-- Provided data follows --

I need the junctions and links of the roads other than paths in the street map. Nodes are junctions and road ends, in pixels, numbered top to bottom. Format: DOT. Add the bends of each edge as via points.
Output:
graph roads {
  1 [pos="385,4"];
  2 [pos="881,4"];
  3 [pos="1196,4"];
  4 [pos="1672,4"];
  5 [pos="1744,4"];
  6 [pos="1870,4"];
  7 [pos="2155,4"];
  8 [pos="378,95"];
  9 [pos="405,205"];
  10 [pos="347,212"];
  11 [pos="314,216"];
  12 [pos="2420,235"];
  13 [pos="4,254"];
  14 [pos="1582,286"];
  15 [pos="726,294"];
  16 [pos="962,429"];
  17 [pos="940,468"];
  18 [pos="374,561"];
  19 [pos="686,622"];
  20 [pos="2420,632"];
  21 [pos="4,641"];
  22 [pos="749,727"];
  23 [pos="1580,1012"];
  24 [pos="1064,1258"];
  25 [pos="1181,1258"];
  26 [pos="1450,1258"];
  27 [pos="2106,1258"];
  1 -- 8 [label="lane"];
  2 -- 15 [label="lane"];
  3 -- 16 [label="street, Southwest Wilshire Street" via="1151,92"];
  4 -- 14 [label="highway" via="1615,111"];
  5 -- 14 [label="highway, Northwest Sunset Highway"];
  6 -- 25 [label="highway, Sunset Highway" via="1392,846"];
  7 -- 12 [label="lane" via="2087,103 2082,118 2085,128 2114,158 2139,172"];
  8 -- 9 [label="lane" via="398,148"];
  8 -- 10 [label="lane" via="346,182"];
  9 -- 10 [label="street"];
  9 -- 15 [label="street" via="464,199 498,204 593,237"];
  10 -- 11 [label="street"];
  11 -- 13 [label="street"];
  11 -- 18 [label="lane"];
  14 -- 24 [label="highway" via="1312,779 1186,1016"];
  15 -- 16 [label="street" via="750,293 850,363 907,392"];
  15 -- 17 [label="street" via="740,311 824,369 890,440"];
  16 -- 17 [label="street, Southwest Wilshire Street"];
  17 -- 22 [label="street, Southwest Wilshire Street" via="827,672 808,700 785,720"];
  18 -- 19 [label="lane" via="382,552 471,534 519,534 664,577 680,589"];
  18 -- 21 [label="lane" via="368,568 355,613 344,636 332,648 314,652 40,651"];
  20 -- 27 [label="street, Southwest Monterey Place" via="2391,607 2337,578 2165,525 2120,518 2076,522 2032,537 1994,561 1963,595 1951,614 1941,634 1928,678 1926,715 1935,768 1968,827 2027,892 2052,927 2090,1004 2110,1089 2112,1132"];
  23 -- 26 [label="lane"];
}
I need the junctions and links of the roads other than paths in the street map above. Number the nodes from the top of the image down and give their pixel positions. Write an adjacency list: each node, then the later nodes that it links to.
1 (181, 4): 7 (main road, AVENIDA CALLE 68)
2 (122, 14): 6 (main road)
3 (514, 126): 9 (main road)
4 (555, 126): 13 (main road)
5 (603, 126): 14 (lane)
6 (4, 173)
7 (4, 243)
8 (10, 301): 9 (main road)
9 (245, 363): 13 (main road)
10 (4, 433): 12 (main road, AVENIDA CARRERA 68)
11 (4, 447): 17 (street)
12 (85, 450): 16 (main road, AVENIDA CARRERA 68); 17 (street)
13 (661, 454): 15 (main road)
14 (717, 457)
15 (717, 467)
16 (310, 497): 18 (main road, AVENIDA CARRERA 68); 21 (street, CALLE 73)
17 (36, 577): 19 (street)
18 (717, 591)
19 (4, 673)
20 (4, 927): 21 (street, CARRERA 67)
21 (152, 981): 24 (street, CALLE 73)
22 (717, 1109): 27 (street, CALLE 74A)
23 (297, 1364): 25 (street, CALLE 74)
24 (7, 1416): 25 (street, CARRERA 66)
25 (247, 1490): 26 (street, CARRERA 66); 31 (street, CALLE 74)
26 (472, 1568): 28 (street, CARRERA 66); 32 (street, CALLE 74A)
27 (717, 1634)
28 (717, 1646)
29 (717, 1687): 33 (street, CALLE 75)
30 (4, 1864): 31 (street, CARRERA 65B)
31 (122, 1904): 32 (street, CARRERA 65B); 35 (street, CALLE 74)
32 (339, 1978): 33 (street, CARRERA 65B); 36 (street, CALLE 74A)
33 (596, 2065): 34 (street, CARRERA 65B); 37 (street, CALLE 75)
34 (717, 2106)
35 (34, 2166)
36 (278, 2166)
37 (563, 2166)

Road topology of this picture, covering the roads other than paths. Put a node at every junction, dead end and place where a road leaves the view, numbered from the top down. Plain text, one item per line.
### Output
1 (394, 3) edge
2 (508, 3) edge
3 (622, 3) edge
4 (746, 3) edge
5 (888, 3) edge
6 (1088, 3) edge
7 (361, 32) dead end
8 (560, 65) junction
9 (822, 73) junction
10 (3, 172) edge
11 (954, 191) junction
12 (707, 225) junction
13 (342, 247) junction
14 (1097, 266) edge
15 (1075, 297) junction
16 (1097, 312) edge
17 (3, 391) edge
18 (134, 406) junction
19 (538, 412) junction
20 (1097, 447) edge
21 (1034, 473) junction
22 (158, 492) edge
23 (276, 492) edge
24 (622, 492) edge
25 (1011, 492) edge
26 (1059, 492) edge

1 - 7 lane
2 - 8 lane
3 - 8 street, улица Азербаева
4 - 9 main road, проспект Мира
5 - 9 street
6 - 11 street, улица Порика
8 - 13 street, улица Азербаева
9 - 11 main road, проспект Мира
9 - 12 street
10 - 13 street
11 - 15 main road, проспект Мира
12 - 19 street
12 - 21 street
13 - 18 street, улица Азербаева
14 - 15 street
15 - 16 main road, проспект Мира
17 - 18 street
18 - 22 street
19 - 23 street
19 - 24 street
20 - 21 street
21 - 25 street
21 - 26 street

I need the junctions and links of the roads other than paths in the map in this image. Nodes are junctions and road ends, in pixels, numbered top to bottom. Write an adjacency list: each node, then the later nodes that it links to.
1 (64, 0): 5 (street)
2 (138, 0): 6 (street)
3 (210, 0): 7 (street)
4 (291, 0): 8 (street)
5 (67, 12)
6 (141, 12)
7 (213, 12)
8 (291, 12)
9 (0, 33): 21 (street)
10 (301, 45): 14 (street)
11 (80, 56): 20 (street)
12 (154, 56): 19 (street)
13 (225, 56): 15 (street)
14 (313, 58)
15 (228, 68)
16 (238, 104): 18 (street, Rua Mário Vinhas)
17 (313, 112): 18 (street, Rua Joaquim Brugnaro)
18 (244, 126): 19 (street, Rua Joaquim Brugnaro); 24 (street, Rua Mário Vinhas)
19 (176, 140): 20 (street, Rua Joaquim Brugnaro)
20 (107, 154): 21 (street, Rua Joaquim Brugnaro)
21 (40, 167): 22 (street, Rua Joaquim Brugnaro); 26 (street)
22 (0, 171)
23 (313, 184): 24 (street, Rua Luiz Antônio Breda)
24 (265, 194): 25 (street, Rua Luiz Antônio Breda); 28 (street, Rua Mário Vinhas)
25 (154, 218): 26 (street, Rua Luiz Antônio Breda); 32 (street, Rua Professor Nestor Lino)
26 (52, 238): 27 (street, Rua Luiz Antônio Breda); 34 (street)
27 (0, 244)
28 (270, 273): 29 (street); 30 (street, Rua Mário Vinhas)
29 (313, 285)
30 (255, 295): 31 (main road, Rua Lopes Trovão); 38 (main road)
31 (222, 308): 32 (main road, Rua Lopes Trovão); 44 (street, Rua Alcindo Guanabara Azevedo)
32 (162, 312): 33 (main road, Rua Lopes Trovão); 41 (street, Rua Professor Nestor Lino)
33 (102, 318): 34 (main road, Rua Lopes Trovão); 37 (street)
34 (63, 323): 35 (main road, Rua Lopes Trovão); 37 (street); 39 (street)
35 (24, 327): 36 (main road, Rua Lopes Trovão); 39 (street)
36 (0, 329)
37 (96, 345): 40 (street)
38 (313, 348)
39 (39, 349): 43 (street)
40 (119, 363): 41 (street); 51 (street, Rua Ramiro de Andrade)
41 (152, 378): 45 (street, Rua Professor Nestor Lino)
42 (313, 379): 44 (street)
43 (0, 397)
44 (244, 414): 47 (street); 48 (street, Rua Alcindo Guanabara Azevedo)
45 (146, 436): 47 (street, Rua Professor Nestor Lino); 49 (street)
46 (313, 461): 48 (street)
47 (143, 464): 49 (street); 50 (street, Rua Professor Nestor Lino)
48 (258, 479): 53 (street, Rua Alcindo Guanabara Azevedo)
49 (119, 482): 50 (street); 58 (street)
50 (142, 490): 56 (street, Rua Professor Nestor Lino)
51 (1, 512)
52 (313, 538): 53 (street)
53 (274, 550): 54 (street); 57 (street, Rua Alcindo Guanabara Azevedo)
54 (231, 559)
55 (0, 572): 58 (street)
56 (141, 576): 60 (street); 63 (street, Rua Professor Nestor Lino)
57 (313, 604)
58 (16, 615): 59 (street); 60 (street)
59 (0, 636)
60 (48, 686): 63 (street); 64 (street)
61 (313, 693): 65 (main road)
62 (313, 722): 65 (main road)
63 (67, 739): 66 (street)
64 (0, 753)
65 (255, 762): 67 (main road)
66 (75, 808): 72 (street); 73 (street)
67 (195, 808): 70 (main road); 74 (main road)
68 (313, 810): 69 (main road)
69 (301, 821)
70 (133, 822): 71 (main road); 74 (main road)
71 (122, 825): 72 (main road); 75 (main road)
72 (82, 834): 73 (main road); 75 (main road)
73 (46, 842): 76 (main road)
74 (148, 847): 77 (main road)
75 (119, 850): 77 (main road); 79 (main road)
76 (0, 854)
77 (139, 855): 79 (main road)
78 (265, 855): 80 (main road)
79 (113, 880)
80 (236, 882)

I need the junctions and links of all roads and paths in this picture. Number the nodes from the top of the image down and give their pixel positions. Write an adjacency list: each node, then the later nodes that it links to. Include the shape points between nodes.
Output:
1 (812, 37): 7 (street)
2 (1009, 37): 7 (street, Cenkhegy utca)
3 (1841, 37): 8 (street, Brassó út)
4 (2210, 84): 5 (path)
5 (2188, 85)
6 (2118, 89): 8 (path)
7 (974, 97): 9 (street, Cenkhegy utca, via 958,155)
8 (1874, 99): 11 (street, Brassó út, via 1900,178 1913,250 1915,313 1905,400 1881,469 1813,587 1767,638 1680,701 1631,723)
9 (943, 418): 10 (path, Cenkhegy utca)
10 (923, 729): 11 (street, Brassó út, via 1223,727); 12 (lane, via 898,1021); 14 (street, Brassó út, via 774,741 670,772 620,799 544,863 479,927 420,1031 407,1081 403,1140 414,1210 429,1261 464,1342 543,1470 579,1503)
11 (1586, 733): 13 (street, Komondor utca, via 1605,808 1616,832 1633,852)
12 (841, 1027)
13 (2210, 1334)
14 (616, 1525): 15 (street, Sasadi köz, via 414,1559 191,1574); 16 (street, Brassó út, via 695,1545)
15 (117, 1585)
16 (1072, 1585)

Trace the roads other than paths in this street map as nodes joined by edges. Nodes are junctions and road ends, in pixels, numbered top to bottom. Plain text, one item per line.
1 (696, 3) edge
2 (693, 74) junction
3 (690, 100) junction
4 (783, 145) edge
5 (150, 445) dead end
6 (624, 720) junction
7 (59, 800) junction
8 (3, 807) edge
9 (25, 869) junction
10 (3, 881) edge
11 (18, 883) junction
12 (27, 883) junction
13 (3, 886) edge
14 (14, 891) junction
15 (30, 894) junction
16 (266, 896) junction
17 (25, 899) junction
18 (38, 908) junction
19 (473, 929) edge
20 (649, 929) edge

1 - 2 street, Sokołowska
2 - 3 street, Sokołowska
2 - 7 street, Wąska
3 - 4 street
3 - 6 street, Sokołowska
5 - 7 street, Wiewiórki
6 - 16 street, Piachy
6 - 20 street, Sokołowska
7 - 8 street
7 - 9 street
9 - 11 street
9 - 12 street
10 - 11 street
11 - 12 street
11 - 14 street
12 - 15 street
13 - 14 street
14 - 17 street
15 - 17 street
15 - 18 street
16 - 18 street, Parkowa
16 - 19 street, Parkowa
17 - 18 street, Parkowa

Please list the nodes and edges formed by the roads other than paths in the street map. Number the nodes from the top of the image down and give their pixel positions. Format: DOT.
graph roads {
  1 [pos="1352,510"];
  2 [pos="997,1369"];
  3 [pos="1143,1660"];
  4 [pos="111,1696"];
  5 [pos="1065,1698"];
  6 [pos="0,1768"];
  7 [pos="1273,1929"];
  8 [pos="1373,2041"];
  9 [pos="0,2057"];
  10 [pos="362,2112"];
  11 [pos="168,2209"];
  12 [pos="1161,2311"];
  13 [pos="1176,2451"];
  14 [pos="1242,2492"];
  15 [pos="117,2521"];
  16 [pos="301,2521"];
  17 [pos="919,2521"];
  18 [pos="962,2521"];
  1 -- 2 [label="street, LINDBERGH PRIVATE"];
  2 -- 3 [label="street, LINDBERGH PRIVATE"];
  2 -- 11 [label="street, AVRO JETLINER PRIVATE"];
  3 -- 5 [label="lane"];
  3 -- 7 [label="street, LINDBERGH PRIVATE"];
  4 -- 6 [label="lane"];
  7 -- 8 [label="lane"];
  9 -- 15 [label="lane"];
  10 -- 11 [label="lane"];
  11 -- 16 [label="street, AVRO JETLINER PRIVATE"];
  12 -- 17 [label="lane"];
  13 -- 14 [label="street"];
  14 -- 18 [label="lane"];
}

-- Provided data concluded --

▶ _The problem_
The word "JETLINER" appears in some lines of the data. Copy every one of those lines.

▶ _Answer to this exercise_
  2 -- 11 [label="street, AVRO JETLINER PRIVATE"];
  11 -- 16 [label="street, AVRO JETLINER PRIVATE"];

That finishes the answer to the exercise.